Washington DC has operated a rent stabilization program continuously since the Rental Housing Act of 1985 (DC Law 6-10), codified at DC Official Code §§ 42-3501.01 et seq. Unlike states with no statewide rent control, DC subjects a substantial portion of its rental stock to annual increase caps. The program covers rental units in buildings with five or more units that received building permits on or before December 31, 1975, as well as buildings where certificates of occupancy for new units were issued on or before January 1, 1980. Units exempt from stabilization include new construction with permits issued after December 31, 1975, single-family homes, and properties owned by individual (non-corporate) landlords holding four or fewer DC rental units. All rental units must register with the Rental Accommodations Division (RAD) as either covered or exempt.
For Rent Control Year 2025 (May 1, 2025 through April 30, 2026), the Rental Housing Commission set the general annual increase cap at 4.8% (CPI-W plus 2%). Tenants who have registered their elderly or disability status with RAD face a lower cap of 2.5% for the same period, calculated as the lesser of the Social Security COLA, CPI-W, or 5%. Landlords may raise rent only once in any 12-month period, and must deliver written notice at least 60 calendar days in advance using the official RAD Form 8 (Housing Provider's Notice to Tenant of Rent Adjustment). Month-to-month tenants receive the same 60-day notice requirement as those on fixed-term leases.
Landlords seeking increases above the standard cap must petition the Rental Housing Commission through a voluntary agreement, substantial rehabilitation, or hardship petition process. Vacant unit rent, known as vacancy decontrol, allows landlords to reset rents between tenancies for rent-controlled units, subject to registration requirements. The RAD administers the program, processes exemption claims, and handles complaints from both housing providers and tenants regarding improper adjustments.
All evictions in the District of Columbia require a court order and execution by the U.S. Marshals Service. Self-help evictions are expressly prohibited; a landlord may not change locks, remove belongings, shut off utilities, or otherwise attempt to displace a tenant without judicial authority. Any such attempt constitutes an unlawful action, and tenants may contact the Metropolitan Police Department if a landlord tries to physically remove them outside the legal process.

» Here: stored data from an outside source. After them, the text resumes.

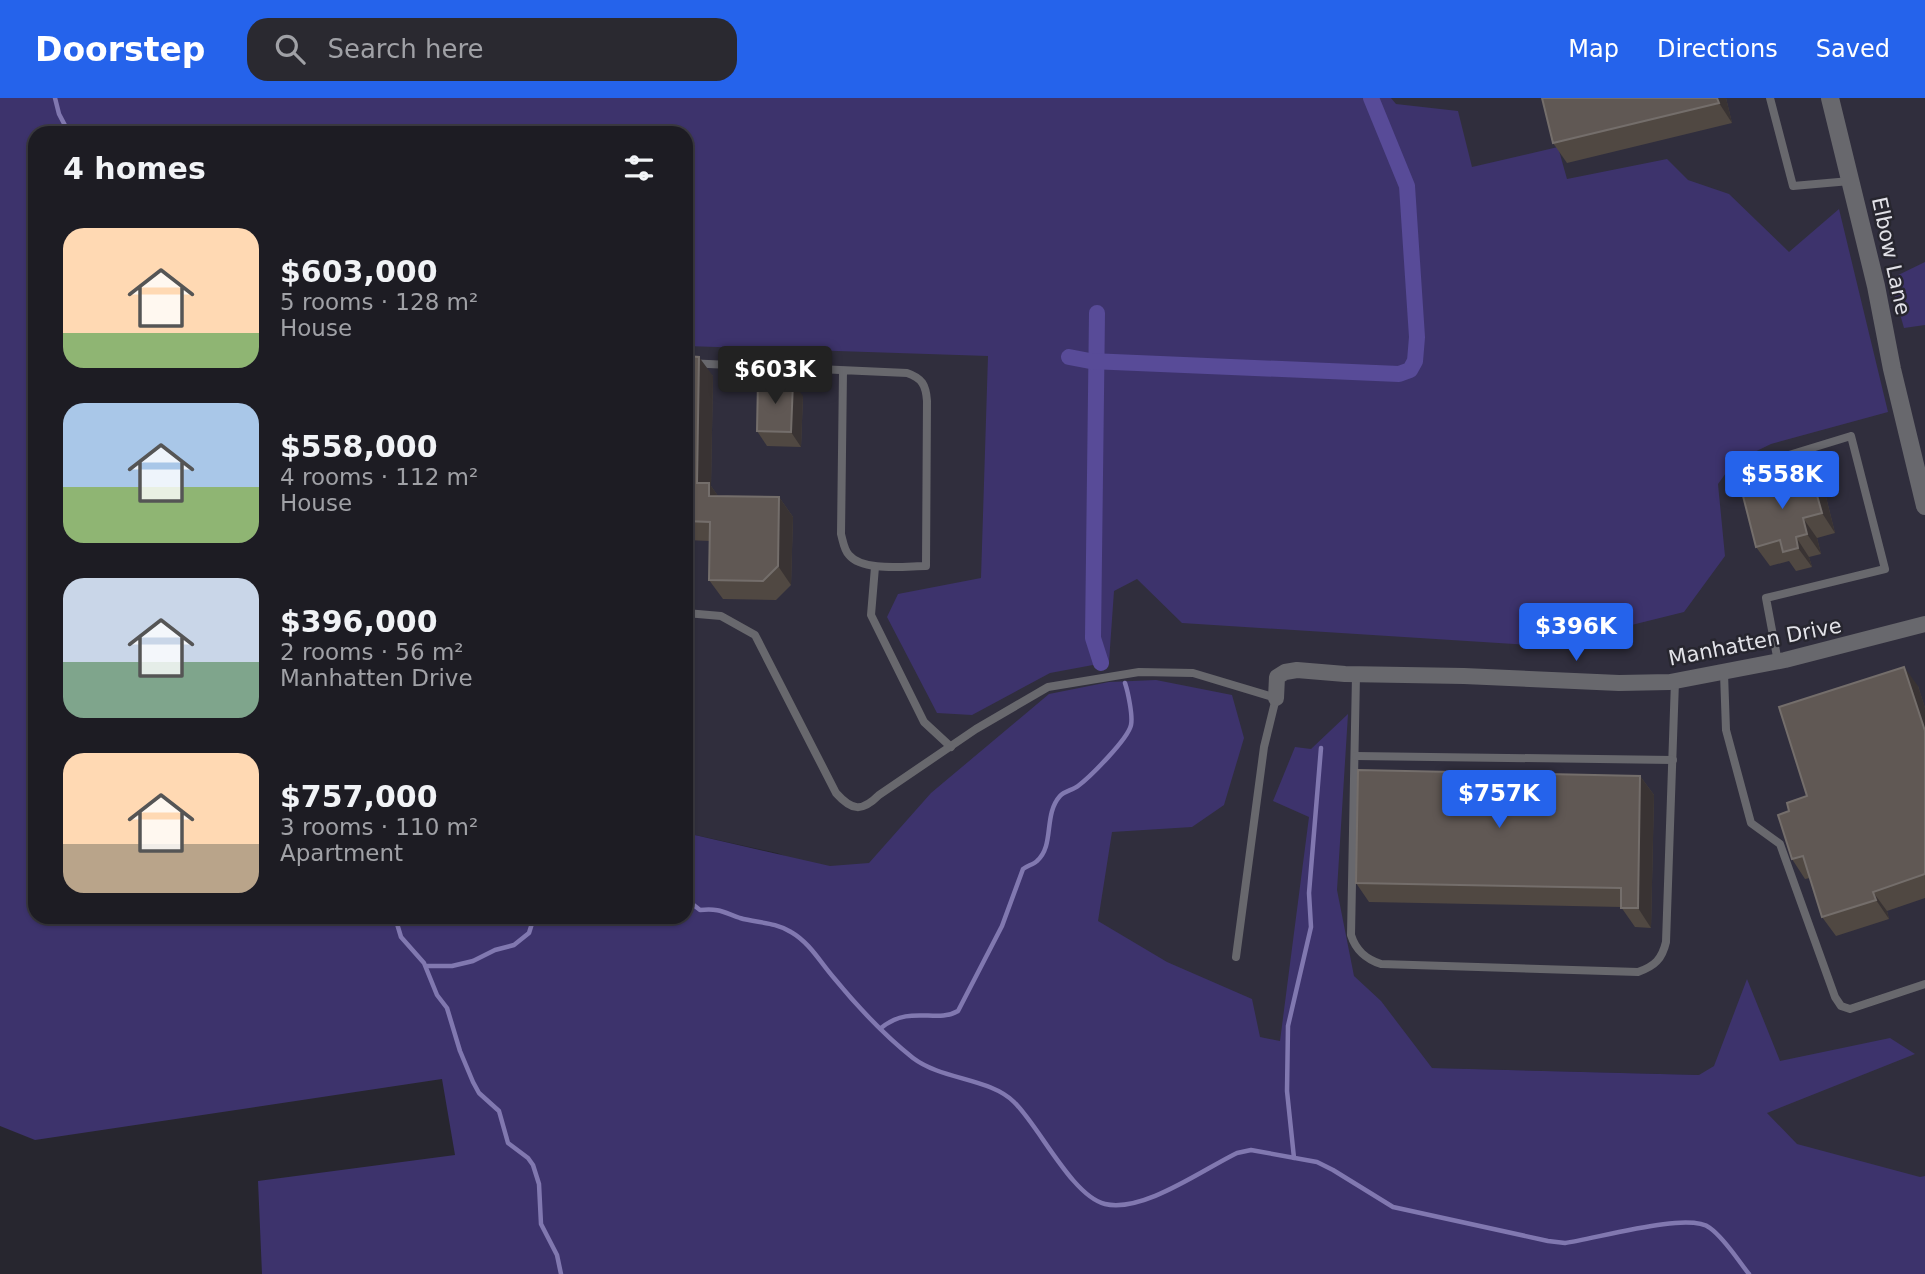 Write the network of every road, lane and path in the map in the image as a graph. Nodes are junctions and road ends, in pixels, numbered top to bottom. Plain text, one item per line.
1 (1770, 98) edge
2 (1829, 98) edge
3 (1850, 181) junction
4 (693, 363) edge
5 (843, 371) junction
6 (1789, 455) dead end
7 (1925, 506) edge
8 (875, 566) junction
9 (693, 614) edge
10 (1925, 624) edge
11 (1778, 662) junction
12 (1724, 673) junction
13 (1356, 675) junction
14 (1675, 681) junction
15 (1276, 698) junction
16 (951, 747) junction
17 (1356, 756) junction
18 (1673, 761) junction
19 (1236, 957) dead end
20 (1925, 984) edge

1 - 3 lane
2 - 3 street, Elbow Lane
3 - 7 street, Elbow Lane
4 - 5 lane
5 - 8 lane
5 - 8 lane
6 - 11 lane
8 - 16 lane
9 - 16 lane
10 - 11 street, Manhatten Drive
11 - 12 street, Manhatten Drive
12 - 14 street, Manhatten Drive
12 - 20 lane
13 - 14 street, Manhatten Drive
13 - 15 street, Manhatten Drive
13 - 17 lane
14 - 18 lane
15 - 16 lane
15 - 19 lane
17 - 18 lane
17 - 18 lane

For nonpayment of rent, DC law under § 42-3505.01 requires that the total unpaid amount equal at least $600 before a housing provider may serve a formal notice. Once the $600 threshold is met, the landlord must serve a written Notice of Nonpayment of Rent and Possible Eviction giving the tenant at least 30 full calendar days to pay the total balance in full or vacate. The notice must be delivered by certified mail with delivery tracking, and by hand delivery or posting at the front door. If the tenant pays the full balance within that 30-day period, the matter is resolved and no court action may proceed. Courts must stay proceedings if a tenant shows a pending Emergency Rental Assistance Program application.
Other eviction grounds carry different notice periods: lease violations (non-criminal) require a 30-day notice and cure opportunity; owner move-in or sale for occupancy requires 90 days; major renovations or rehabilitation require 120 days; demolition or discontinuing rental use requires 180 days. A notable 2025 rule: evictions may not be physically executed when outdoor temperatures are below 32 degrees Fahrenheit, above 95 degrees Fahrenheit, or when precipitation is occurring at the rental unit location. Additionally, a housing accommodation must be licensed and registered before any eviction complaint may be filed in DC Superior Court.

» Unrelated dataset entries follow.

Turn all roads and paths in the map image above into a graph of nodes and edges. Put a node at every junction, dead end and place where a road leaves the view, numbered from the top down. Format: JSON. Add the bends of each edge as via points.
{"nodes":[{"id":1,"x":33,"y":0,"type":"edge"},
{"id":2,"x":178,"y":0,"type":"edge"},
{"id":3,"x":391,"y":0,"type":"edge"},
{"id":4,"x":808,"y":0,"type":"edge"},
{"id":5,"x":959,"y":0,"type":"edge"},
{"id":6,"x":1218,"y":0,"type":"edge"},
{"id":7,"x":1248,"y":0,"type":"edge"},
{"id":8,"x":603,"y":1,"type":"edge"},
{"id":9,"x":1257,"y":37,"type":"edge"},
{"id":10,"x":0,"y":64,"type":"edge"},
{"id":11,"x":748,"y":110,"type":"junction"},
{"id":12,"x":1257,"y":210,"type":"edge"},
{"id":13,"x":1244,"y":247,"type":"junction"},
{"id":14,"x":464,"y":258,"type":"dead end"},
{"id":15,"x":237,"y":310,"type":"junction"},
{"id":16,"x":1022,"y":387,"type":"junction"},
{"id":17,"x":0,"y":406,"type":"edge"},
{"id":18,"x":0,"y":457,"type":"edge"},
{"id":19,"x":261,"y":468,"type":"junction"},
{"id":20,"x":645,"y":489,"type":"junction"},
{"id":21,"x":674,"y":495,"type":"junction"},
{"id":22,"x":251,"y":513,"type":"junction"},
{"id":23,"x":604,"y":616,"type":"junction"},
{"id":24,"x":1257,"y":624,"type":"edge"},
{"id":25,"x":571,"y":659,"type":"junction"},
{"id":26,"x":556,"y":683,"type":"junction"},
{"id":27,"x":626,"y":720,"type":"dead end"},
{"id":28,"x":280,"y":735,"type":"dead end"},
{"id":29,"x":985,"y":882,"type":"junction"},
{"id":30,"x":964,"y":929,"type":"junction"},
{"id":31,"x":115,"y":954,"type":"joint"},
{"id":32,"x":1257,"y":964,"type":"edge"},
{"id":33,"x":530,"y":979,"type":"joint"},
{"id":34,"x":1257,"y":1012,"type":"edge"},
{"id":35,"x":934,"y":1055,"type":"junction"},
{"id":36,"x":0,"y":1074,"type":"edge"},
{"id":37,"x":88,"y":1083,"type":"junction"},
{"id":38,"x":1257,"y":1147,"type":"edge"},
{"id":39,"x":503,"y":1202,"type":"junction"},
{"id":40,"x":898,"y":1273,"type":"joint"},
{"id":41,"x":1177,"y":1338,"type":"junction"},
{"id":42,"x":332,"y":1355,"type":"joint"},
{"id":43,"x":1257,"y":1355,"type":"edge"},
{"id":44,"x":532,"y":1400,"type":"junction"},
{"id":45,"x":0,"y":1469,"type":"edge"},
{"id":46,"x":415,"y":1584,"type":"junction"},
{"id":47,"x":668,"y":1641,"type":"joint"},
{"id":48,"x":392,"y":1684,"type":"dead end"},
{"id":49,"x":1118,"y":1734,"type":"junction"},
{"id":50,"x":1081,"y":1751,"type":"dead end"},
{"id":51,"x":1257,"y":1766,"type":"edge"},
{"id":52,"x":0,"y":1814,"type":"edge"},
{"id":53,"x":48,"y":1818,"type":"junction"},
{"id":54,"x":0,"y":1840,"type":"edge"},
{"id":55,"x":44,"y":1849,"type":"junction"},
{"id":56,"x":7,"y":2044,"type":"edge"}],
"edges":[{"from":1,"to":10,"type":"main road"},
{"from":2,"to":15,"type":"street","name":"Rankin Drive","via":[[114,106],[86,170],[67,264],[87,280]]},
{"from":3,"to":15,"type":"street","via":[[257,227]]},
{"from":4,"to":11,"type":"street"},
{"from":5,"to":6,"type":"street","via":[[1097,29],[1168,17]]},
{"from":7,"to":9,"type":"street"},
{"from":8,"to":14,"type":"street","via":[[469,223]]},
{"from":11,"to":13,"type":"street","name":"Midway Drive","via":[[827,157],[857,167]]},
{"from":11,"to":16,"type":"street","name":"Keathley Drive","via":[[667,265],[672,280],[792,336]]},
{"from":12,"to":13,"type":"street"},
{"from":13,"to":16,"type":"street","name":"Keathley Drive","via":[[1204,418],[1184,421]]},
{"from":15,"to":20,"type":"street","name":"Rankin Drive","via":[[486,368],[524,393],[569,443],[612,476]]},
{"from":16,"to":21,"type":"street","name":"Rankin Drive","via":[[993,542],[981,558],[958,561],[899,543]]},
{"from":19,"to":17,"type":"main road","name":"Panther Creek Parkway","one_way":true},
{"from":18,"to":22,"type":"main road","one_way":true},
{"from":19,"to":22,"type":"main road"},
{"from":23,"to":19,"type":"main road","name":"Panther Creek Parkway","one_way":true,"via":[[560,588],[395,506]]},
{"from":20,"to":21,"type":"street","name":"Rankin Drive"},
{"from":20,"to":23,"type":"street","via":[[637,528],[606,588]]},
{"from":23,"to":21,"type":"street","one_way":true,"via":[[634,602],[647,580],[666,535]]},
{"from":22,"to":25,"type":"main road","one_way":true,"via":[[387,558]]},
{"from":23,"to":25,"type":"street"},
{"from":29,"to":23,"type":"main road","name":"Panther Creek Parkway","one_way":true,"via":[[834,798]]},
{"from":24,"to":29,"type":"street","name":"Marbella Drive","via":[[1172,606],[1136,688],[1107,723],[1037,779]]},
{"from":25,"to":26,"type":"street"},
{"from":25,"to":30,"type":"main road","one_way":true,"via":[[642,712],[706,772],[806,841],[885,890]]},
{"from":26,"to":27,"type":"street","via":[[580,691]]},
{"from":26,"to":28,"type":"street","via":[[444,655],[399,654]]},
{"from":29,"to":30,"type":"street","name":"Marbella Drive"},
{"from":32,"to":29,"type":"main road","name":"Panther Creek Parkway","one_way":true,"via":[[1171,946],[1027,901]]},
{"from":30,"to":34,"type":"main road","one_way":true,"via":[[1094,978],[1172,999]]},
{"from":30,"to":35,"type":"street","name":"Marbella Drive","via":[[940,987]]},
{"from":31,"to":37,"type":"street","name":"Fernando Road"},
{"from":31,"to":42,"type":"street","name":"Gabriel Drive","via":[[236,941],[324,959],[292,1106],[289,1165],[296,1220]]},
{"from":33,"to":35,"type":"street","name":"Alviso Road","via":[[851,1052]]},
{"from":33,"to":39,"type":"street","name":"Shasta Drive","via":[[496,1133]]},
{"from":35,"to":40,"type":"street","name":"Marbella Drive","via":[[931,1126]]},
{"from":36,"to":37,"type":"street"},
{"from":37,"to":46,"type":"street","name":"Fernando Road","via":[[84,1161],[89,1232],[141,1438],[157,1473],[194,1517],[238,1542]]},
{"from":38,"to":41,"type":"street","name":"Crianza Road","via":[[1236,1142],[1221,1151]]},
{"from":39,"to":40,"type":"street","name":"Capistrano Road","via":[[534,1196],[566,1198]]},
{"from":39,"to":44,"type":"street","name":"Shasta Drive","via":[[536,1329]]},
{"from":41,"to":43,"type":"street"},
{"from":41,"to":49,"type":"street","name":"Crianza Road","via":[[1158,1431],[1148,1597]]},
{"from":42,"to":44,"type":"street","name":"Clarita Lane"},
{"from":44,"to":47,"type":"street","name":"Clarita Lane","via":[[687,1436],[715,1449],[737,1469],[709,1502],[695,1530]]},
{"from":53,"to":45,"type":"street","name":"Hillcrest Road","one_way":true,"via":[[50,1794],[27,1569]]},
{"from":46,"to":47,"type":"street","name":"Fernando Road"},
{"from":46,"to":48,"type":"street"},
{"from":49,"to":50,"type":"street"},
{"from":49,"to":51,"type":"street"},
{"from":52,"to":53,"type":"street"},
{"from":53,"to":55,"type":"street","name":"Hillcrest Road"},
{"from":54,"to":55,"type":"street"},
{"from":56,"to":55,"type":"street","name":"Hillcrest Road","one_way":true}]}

DC tenants hold a broad set of statutory and regulatory protections beyond deposit and eviction rules. The implied warranty of habitability requires every housing provider to maintain rental units and common areas in compliance with the DC Housing Code, including safe structural conditions, adequate heat, lighting and ventilation, and freedom from rodent or pest infestation. Landlords may not charge tenants fees for services required to bring a unit into compliance with habitability standards. Tenants may report code violations to the Department of Buildings without fear of retaliation, and DC law creates a rebuttable presumption of retaliation if a landlord raises rent, cuts services, or attempts to recover possession within six months of a tenant's good-faith housing complaint.
Under DC Official Code § 42-3505.02, retaliatory actions include unlawful attempts to recover possession, rent increases, service reductions, increased obligations, privacy violations, and harassment. To overcome the six-month retaliation presumption, the housing provider must demonstrate by clear and convincing evidence that the adverse action was taken for a legitimate, non-retaliatory reason. DC also grants tenants the right to organize as a tenant association, and housing providers must recognize organized tenant groups. Landlords must provide prospective tenants with required disclosures at lease signing, including rent control status, registration information, and any pending notices to vacate.
The Office of the Tenant Advocate (OTA) provides free counseling, legal representation referrals, and intervention services to DC renters. The Rental Housing Commission adjudicates disputes between tenants and housing providers regarding rent adjustments, deposit returns, and habitability. Tenants facing eviction for nonpayment retain the right to pay the court-determined balance in full at any point before the U.S. Marshals execute the eviction order, which is a stronger cure right than most jurisdictions offer.
This guide is general information, not legal advice. Governing statute: Rental Housing Act of 1985 (D.C. Law 6-10; DC Official Code Title 42, Chapter 35). Laws change; confirm the current statute or consult an attorney before acting. Last reviewed 2026-06-04.
District of Columbia FAQ
DC law caps security deposits at one month's rent regardless of the lease term or unit price. Landlords may also collect a separate pet deposit of up to 15% of monthly rent. The deposit must be held in an interest-bearing account, and the landlord must post the name of the financial institution and the prevailing interest rate.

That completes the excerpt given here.